--- Exercise inputs ---
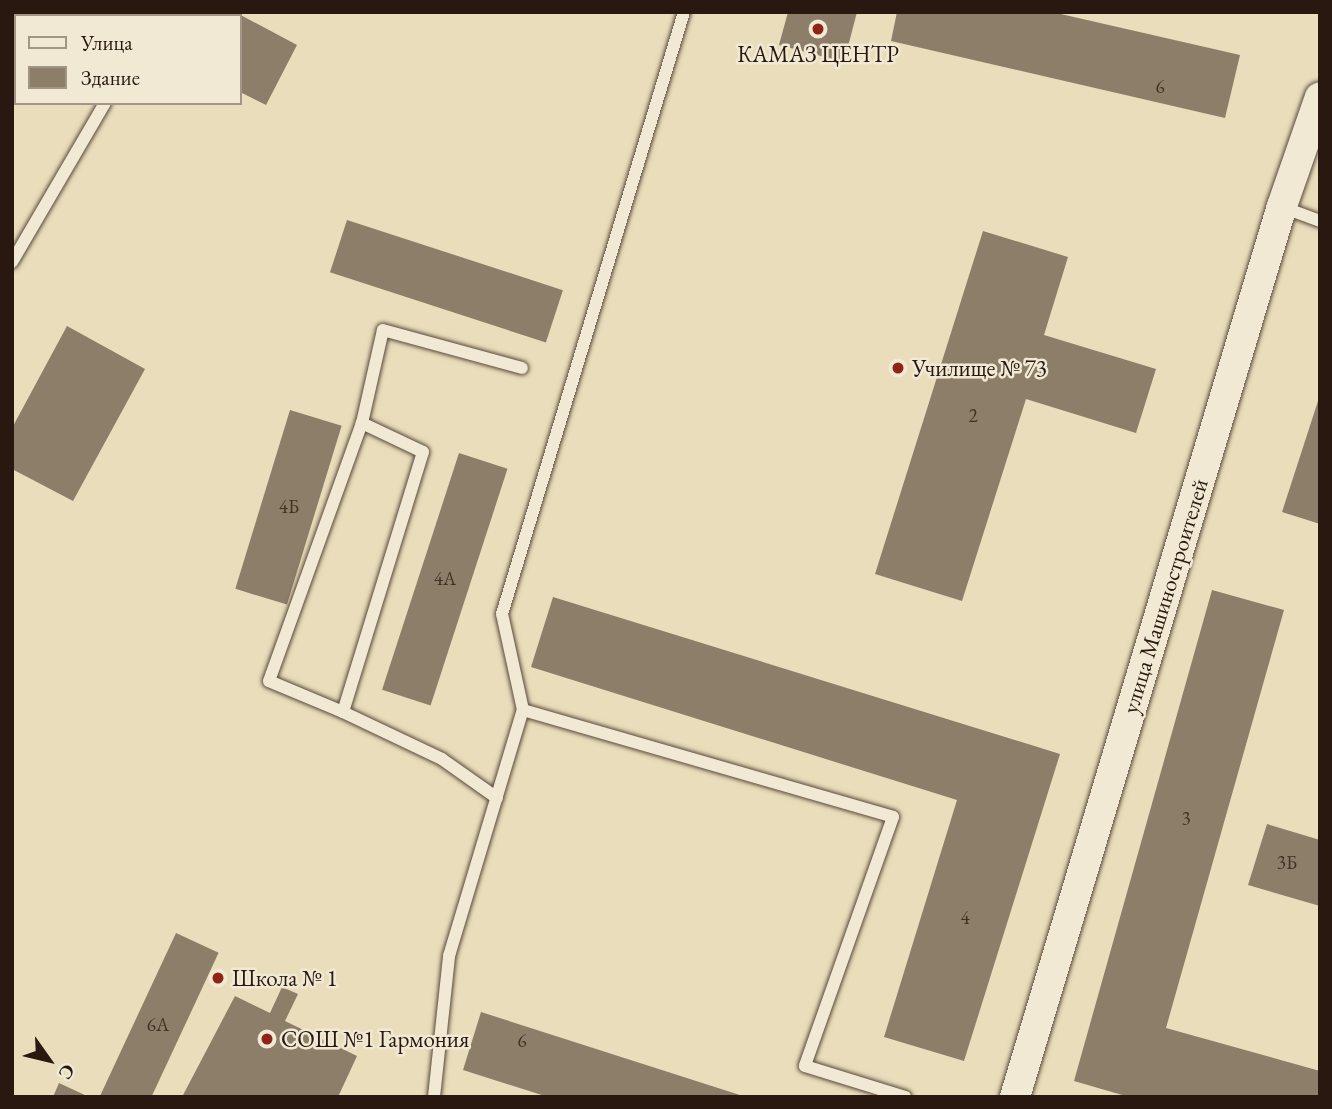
<!DOCTYPE html>
<html>
<head>
<meta charset="utf-8">
<style>
  body { margin:0 }
  #map { position:relative; width:1332px; height:1109px; overflow:hidden; background:#e9ddbb; font-family:"EB Garamond",serif }
  div>[style] { position:absolute }
  [style*='--x'] { left:calc(var(--x)*1px); top:calc(var(--y)*1px); width:calc(var(--w)*1px); rotate:calc(var(--a)*1deg) }
  .building>* { inset:0; background:#8c7e69; transform-origin:0 0 }
  .roads { filter:drop-shadow(0 0 2px #58493b) drop-shadow(0 0 2px #58493b) }
  .service>* { height:12px; margin:-6px; padding:0 6px; transform-origin:6px; border-radius:6px; background:#f1e9d3 }
  .tertiary>* { height:30px; margin:-15px; padding:0 15px; transform-origin:15px; border-radius:15px; background:#f1e9d3 }
  .dots>* { width:19px; height:19px; translate:-50% -50%; box-sizing:border-box; border:4px solid #f1e9d3; border-radius:50% }
  span { translate:-50% -50%; white-space:nowrap; text-align:center; line-height:1.15; -webkit-text-stroke:5px #f1e9d3; paint-order:stroke }
  .number-label { font-size:19px; color:#413226 }
  .number-label span { -webkit-text-stroke-width:0 }
  .poi-label { font-size:23px; color:#281810 }
  .left { translate:0 -50%; text-align:left }
  .street-label { font-size:23px; color:#281810 }
  .frame { position:absolute; inset:0; border:14px solid #281810; pointer-events:none }
  .legend { position:absolute; left:14px; top:14px; width:228px; height:91px; box-sizing:border-box; background:#f1e9d3; border:2px solid #a19585; margin:0; padding:9px 12px; list-style:none; font-size:21px; color:#281810 }
  .legend li { display:flex; align-items:center; gap:14px; height:35px }
  .legend b { width:35px; border:2px solid #a19585 }
  .north { position:absolute; left:14px; top:1025px; width:70px; height:70px; -webkit-text-stroke:5px #f1e9d3; paint-order:stroke; rotate:124deg; font-size:19px; font-weight:700; line-height:28px; text-align:center; color:#281810 }
  .north::after { content:''; display:block; margin:auto; width:24px; height:32px; background:#281810; clip-path:polygon(50% 0,100% 100%,50% 72%,0 100%) }
</style>
</head>
<body>
<div id="map">
  <div class="building">
    <div style="clip-path:polygon(224px 12px,235px 12px,297px 45px,266px 105px,240px 92px,240px 16px,222px 16px)"></div>
    <div style="clip-path:polygon(788px 12px,857px 12px,844px 62px,779px 45px)"></div>
    <div style="clip-path:polygon(897px 12px,1052px 12px,1240px 55px,1225px 118px,891px 41px)"></div>
    <div style="left:347px;top:220px;width:227px;height:55px;rotate:18deg"></div>
    <div style="clip-path:polygon(983px 231px,1068px 257px,1044px 335px,1156px 369px,1136px 433px,1026px 399px,962px 601px,875px 574px)"></div>
    <div style="clip-path:polygon(67px 326px,145px 369px,73px 501px,12px 469px,12px 428px)"></div>
    <div style="clip-path:polygon(1319px 398px,1320px 398px,1320px 524px,1282px 512px)"></div>
    <div style="left:290px;top:410px;width:54px;height:187px;rotate:17deg"></div>
    <div style="left:459px;top:453px;width:51px;height:249px;rotate:18deg"></div>
    <div style="clip-path:polygon(1212px 590px,1284px 610px,1166px 1028px,1320px 1071px,1320px 1097px,1129px 1097px,1074px 1081px)"></div>
    <div style="clip-path:polygon(553px 597px,1060px 754px,964px 1061px,884px 1037px,957px 800px,531px 667px)"></div>
    <div style="clip-path:polygon(1267px 824px,1320px 840px,1320px 906px,1248px 885px)"></div>
    <div style="left:176px;top:933px;width:47px;height:182px;rotate:25deg"></div>
    <div style="clip-path:polygon(282px 987px,298px 994px,285px 1021px,357px 1056px,338px 1097px,182px 1097px,235px 996px,270px 1013px)"></div>
    <div style="clip-path:polygon(481px 1012px,743px 1096px,743px 1097px,548px 1097px,463px 1070px)"></div>
    <div style="clip-path:polygon(59px 1083px,89px 1097px,53px 1097px)"></div>
  </div>
  <div class="roads">
    <div class="service">
      <div style="--x:58;--y:12;--w:11;--a:22"></div>
      <div style="--x:164;--y:16;--w:5;--a:-53"></div>
      <div style="--x:1282;--y:207;--w:40;--a:20.2"></div>
      <div style="--x:12;--y:262;--w:184;--a:-59.7"></div>
      <div style="--x:523;--y:710;--w:385;--a:16.1"></div>
      <div style="--x:893;--y:817;--w:264;--a:109.5"></div>
      <div style="--x:805;--y:1066;--w:105;--a:17.2"></div>
      <div style="--x:343;--y:712;--w:80;--a:-157.3"></div>
      <div style="--x:269;--y:681;--w:274;--a:-70.2"></div>
      <div style="--x:497;--y:798;--w:67;--a:-144.7"></div>
      <div style="--x:442;--y:759;--w:110;--a:-154.6"></div>
      <div style="--x:343;--y:712;--w:272;--a:-72.9"></div>
      <div style="--x:423;--y:452;--w:68;--a:-154.6"></div>
      <div style="--x:362;--y:423;--w:95;--a:-77.3"></div>
      <div style="--x:383;--y:330;--w:144;--a:15.3"></div>
      <div style="--x:434;--y:1097;--w:142;--a:-83.9"></div>
      <div style="--x:449;--y:956;--w:257;--a:-73.3"></div>
      <div style="--x:523;--y:710;--w:98;--a:-102.3"></div>
      <div style="--x:502;--y:614;--w:629;--a:-73.18"></div>
    </div>
    <div class="tertiary">
      <div style="--x:1015;--y:1097;--w:930;--a:-73.32"></div>
      <div style="--x:1282;--y:206;--w:115;--a:-70.8"></div>
    </div>
  </div>
  <div class="dots">
    <div style="left:818px;top:29px;background:#8f2418"></div>
    <div style="left:898px;top:368px;background:#8f2418"></div>
    <div style="left:218px;top:978px;background:#8f2418"></div>
    <div style="left:267px;top:1039px;background:#8f2418"></div>
  </div>
  <div class="number-label">
    <span style="left:1160px;top:87px">6</span>
    <span style="left:973px;top:416px">2</span>
    <span style="left:289px;top:507px">4Б</span>
    <span style="left:445px;top:579px">4А</span>
    <span style="left:1186px;top:819px">3</span>
    <span style="left:1287px;top:863px">3Б</span>
    <span style="left:965px;top:918px">4</span>
    <span style="left:158px;top:1025px">6А</span>
    <span style="left:522px;top:1041px">6</span>
  </div>
  <div class="poi-label">
    <span style="left:818px;top:54px">КАМАЗ ЦЕНТР</span>
    <span class="left" style="left:912px;top:368px">Училище № 73</span>
    <span class="left" style="left:232px;top:978px">Школа № 1</span>
    <span class="left" style="left:281px;top:1039px">СОШ №1 Гармония</span>
  </div>
  <div class="street-label">
    <span style="left:1165px;top:596px;rotate:-73deg">улица Машиностроителей</span>
  </div>
  <div class="frame"></div>
  <ul class="legend">
  <li><b style="height:9px;background:#f1e9d3"></b>Улица</li>
  <li><b style="height:19px;background:#8c7e69"></b>Здание</li>
  </ul>
  <div class="north">С</div>
</div>
</body>
</html>
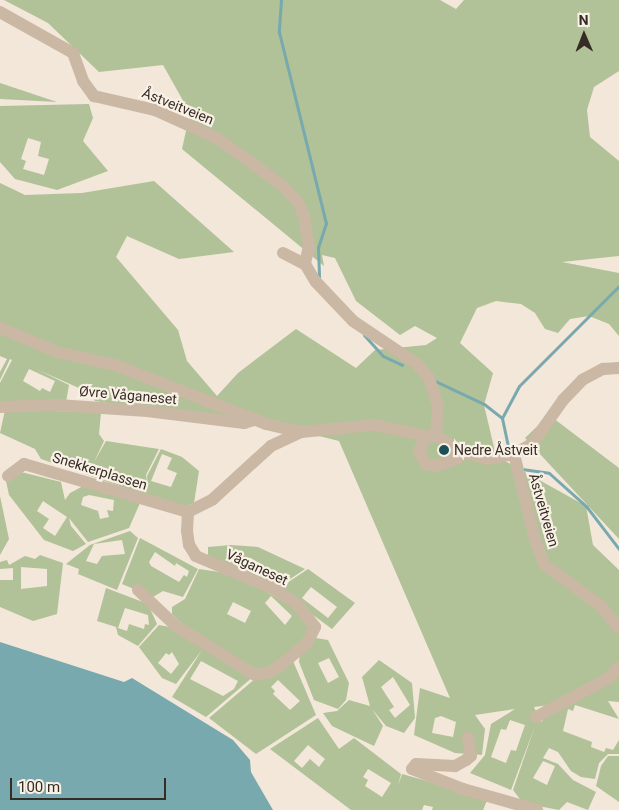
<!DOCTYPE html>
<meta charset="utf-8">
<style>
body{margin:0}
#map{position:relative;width:619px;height:810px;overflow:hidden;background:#f2e7d9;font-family:Roboto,sans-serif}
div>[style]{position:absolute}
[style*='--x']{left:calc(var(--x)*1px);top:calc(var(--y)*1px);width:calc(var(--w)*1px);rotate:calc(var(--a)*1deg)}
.green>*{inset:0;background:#b1c198}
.water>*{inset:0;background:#77a9af}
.stream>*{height:3px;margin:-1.5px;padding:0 1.5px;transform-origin:1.5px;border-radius:1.5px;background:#77a9af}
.minor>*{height:12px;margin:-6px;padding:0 6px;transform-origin:6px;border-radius:6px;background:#cab8a4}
.dots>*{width:14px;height:14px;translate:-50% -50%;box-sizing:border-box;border:2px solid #f9f1e5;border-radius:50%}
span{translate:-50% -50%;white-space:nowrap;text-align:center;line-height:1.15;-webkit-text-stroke:4.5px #f9f1e5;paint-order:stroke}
.street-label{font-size:14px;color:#352c26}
.poi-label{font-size:14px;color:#352c26}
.left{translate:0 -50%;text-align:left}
.north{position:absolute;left:559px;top:10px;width:50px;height:50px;-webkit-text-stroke:4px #f9f1e5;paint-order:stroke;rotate:359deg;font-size:14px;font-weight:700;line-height:20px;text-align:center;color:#352c26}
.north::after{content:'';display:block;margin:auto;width:18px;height:22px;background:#352c26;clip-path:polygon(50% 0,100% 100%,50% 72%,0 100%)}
.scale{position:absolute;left:10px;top:778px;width:156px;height:22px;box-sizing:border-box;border:2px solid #352c26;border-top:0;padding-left:6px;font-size:15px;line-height:18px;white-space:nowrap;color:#352c26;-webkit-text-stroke:4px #f9f1e5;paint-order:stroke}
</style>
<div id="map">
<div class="green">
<div style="clip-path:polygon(evenodd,4px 0,440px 0,456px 9px,464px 0,619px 0,619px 71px,594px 87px,587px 110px,590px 137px,619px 161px,619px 256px,562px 262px,619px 273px,619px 336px,609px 324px,589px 316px,570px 319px,558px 333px,545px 329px,535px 313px,521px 304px,496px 301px,477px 308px,460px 343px,493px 373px,484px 405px,496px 456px,586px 506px,593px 545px,619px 570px,619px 702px,608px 701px,619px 719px,575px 705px,573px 711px,568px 709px,563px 731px,592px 742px,591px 747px,604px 752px,606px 748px,613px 750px,619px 740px,619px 754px,608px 754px,599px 763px,595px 779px,581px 777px,571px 771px,558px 752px,549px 748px,543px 758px,558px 764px,573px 780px,596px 792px,588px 810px,567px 802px,559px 810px,523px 803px,513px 790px,535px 726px,511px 790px,470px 773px,485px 755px,491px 724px,515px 709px,475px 715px,485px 729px,482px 755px,455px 753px,414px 735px,420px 688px,450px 698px,339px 441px,299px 431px,95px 401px,88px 392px,36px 369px,69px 385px,66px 402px,0 404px,0 383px,12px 360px,10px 359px,0 380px,0 372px,7px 359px,0 356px,0 183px,25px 195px,82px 193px,154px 181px,234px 252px,179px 259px,127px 236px,116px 257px,178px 330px,187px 361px,217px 396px,238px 373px,296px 329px,356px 368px,375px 350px,426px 345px,437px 338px,415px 326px,400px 335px,356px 301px,335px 258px,322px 255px,324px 266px,182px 149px,190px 113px,163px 65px,99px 72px,48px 23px,4px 0,29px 369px,55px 381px,50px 392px,42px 388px,40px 391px,23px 381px,29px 369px,4px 0,574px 702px,554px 709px,541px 722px,534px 707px,574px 702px,4px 0,441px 716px,456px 722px,453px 737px,432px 733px,435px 718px,441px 716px,4px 0,510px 720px,525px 725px,516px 751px,511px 750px,506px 763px,491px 757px,501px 729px,506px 730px,510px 720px,4px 0,543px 761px,555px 766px,547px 785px,533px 778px,543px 761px)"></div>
<div style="clip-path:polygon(0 83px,57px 102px,0 99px)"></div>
<div style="clip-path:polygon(evenodd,89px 104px,93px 118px,83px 141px,108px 171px,57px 190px,15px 179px,0 162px,0 106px,89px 104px,28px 138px,41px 142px,38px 156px,49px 159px,44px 175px,23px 169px,26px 161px,21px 159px,28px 138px)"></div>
<div style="clip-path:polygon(evenodd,5px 410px,101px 412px,99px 434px,104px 441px,94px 462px,106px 441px,159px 449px,146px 475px,148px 489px,147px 476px,161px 449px,182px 457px,199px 471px,194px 503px,186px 506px,146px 495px,41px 459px,35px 449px,0 433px,5px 410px,162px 454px,172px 458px,167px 469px,177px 473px,171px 487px,151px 481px,162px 454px)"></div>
<div style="clip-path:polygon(549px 415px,619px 468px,619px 539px,525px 438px)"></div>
<div style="clip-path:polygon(evenodd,21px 472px,61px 482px,65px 500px,70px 493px,87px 484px,140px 503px,129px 528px,88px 542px,69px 518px,71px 526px,86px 544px,73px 551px,44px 540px,9px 495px,6px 481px,21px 472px,89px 495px,114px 500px,113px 511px,107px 510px,109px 517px,100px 519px,98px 511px,81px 505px,83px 497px,89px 495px,21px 472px,43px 501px,67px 517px,55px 536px,43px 528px,49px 519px,37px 511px,43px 501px)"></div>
<div style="clip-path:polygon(0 496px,9px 539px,0 555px)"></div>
<div style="clip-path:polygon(evenodd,130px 531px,138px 538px,117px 590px,78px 574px,79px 569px,66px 564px,90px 545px,130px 531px,122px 540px,125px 554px,102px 556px,97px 564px,86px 561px,94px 544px,122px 540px)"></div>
<div style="clip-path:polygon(evenodd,140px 538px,198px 569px,183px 597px,163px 591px,153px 597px,122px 584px,140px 538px,155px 552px,175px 566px,176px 563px,189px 571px,187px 577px,184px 575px,179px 582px,151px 566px,149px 562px,155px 552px)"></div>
<div style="clip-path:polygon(evenodd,231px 545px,258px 547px,305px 569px,277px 588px,208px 559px,208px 547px,231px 545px,231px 556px,251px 558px,268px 569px,266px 574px,229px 561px,231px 556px)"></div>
<div style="clip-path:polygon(evenodd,40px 555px,63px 563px,57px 614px,33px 621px,0 607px,0 580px,13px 580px,13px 568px,0 569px,0 562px,7px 560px,9px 565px,25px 556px,35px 559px,40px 555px,21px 567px,47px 569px,47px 586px,21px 589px,21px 567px)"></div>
<div style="clip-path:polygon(evenodd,199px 569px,219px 572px,251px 584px,295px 607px,310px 630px,303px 641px,271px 668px,253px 669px,196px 637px,172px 614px,172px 607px,185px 599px,199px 569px,271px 596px,292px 616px,285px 625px,265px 603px,271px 596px,199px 569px,233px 602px,251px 611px,245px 623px,227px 614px,233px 602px)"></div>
<div style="clip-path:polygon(evenodd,308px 569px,355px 603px,332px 629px,278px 589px,308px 569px,311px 587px,337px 607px,328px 618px,302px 598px,311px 587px)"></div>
<div style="clip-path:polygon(evenodd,106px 588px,148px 604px,157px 624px,138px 646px,118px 635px,116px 627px,97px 621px,106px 588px,125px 608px,148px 615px,149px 625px,145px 624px,144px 629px,129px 624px,127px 631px,118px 628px,125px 608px)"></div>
<div style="clip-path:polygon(evenodd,159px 625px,175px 628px,254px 676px,206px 717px,172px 697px,202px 650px,176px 684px,162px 678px,139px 647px,159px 625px,172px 652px,179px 664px,171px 674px,158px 663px,166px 653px,169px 655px,172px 652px,159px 625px,201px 661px,238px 681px,234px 689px,223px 696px,190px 679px,201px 661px)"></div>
<div style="clip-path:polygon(evenodd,316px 638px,328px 640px,349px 683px,346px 700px,338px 709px,314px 700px,299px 662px,300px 653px,316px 638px,329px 658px,339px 677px,328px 683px,318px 663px,329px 658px)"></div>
<div style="clip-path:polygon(evenodd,379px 660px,412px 683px,415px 718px,404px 733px,386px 726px,372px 709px,383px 726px,374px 746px,332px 726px,323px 713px,337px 711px,349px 700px,370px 706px,362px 677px,379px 660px,393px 677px,410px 705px,395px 718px,389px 710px,394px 707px,381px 687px,393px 677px)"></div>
<div style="clip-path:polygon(evenodd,293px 661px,316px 715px,256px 754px,209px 718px,256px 678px,293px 661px,278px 680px,300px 701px,290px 710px,273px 694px,275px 691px,271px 687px,278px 680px)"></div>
<div style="clip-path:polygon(evenodd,318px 718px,339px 749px,354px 738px,401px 774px,398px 786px,402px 774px,488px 798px,483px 810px,432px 810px,433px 807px,424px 805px,422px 810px,351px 810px,270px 749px,318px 718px,308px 745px,325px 759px,319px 767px,310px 759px,302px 768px,294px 761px,308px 745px,318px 718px,368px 769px,391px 783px,382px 797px,365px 786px,368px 780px,363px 777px,368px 769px)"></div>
<div style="clip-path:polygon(608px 756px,619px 756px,619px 802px,596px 786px,601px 766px)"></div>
</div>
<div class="water">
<div style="clip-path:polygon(0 642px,124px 682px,132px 678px,233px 740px,250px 760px,251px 772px,273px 810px,0 810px)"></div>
</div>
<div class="stream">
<div style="--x:281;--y:0;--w:32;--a:94"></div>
<div style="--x:279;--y:32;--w:197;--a:76.2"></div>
<div style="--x:326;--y:223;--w:25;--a:108"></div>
<div style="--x:318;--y:247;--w:30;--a:88"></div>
<div style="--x:364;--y:335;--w:28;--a:48"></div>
<div style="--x:383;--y:356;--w:21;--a:25"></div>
<div style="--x:433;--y:380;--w:56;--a:25.2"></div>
<div style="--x:484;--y:404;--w:23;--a:38"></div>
<div style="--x:509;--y:451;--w:34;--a:-102"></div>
<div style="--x:502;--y:418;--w:36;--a:-62"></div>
<div style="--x:519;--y:386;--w:141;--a:-45"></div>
<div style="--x:522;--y:469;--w:27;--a:8"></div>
<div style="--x:549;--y:473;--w:50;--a:41.7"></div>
<div style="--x:586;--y:506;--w:54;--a:52.5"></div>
</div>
<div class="minor">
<div style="--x:0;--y:12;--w:84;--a:29.3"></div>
<div style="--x:73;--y:53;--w:30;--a:70"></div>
<div style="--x:83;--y:81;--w:19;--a:54"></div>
<div style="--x:94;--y:96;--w:63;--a:12.9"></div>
<div style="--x:155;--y:110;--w:68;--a:24.3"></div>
<div style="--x:217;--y:138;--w:80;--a:35.9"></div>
<div style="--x:282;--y:185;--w:23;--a:47"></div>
<div style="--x:298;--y:202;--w:15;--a:67"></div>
<div style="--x:304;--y:216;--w:30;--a:81"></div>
<div style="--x:309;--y:246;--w:18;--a:103"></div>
<div style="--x:283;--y:253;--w:25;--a:27"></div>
<div style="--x:305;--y:264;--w:21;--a:59"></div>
<div style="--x:316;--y:282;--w:54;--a:46.5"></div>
<div style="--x:353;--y:321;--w:77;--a:33.9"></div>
<div style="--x:417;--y:364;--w:18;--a:49"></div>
<div style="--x:429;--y:378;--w:28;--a:72"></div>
<div style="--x:438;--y:405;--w:31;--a:94"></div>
<div style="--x:0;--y:328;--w:62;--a:22.8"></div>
<div style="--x:57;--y:352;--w:59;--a:12.6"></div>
<div style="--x:115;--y:365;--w:162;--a:21.3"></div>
<div style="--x:266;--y:424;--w:36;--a:13"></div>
<div style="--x:301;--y:432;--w:73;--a:-5.5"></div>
<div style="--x:374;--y:425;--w:53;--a:11.9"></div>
<div style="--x:0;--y:407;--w:57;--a:-2"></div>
<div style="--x:57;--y:405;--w:90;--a:3.8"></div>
<div style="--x:147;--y:411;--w:98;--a:7.1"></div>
<div style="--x:244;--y:423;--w:9;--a:-18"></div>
<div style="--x:463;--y:452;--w:9;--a:131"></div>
<div style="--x:457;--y:459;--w:22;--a:162"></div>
<div style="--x:436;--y:466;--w:10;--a:-169"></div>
<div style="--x:426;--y:464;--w:15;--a:-118"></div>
<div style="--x:419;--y:451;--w:17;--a:-65"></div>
<div style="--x:426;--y:436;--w:10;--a:0"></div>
<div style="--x:436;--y:436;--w:31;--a:31"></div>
<div style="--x:463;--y:452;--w:26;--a:16"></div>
<div style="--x:488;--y:459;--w:26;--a:-11"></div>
<div style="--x:514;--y:454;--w:21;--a:-29"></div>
<div style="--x:532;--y:444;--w:54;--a:-54.8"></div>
<div style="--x:563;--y:400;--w:28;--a:-46"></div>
<div style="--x:582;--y:380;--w:24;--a:-28"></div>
<div style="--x:603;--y:369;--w:16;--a:-4"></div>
<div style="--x:514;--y:454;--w:88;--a:76.1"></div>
<div style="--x:535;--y:539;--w:27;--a:70"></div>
<div style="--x:544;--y:564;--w:71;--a:36.4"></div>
<div style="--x:601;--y:606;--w:28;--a:51"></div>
<div style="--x:8;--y:476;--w:20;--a:-37"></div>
<div style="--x:24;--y:464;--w:171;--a:16.3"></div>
<div style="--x:138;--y:590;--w:52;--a:43.5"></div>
<div style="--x:176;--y:626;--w:93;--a:31.8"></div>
<div style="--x:255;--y:675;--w:13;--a:-9"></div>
<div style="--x:268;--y:673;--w:15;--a:-32"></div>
<div style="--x:281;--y:665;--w:34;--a:-40"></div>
<div style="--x:307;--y:643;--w:18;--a:-63"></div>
<div style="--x:315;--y:627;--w:28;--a:-128"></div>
<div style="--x:298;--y:605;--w:29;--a:-146"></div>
<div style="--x:274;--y:589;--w:85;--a:-157.1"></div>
<div style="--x:196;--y:556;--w:13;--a:-122"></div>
<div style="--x:189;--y:545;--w:14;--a:-98"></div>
<div style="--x:187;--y:531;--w:19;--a:-87"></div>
<div style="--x:188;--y:512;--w:28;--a:-27"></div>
<div style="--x:213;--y:499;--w:79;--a:-42.4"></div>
<div style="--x:271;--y:446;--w:33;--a:-25"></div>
<div style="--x:536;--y:717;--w:83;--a:-28.1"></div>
<div style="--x:609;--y:678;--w:15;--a:-48"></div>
<div style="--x:468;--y:738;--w:18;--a:81"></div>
<div style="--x:471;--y:756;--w:6;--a:141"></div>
<div style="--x:466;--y:760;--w:13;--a:151"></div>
<div style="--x:455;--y:766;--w:39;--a:-177"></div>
<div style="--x:416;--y:764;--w:6;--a:129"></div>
<div style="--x:412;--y:769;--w:55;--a:21.4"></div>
<div style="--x:463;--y:789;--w:77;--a:15.8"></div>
</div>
<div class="dots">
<div style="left:444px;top:450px;background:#1b5057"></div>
</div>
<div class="street-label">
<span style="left:178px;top:106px;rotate:22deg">Åstveitveien</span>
<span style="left:128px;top:395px;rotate:5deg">Øvre Våganeset</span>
<span style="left:100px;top:471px;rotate:17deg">Snekkerplassen</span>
<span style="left:544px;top:510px;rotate:74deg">Åstveitveien</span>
<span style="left:257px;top:567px;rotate:25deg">Våganeset</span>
</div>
<div class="poi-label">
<span class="left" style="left:454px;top:450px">Nedre Åstveit</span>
</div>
<div class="north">N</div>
<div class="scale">100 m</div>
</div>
---
## Exercise brief
Search the entries for the string "stream" and collect each line that has it.

## Answer to this task
.stream>*{height:3px;margin:-1.5px;padding:0 1.5px;transform-origin:1.5px;border-radius:1.5px;background:#77a9af}
<div class="stream">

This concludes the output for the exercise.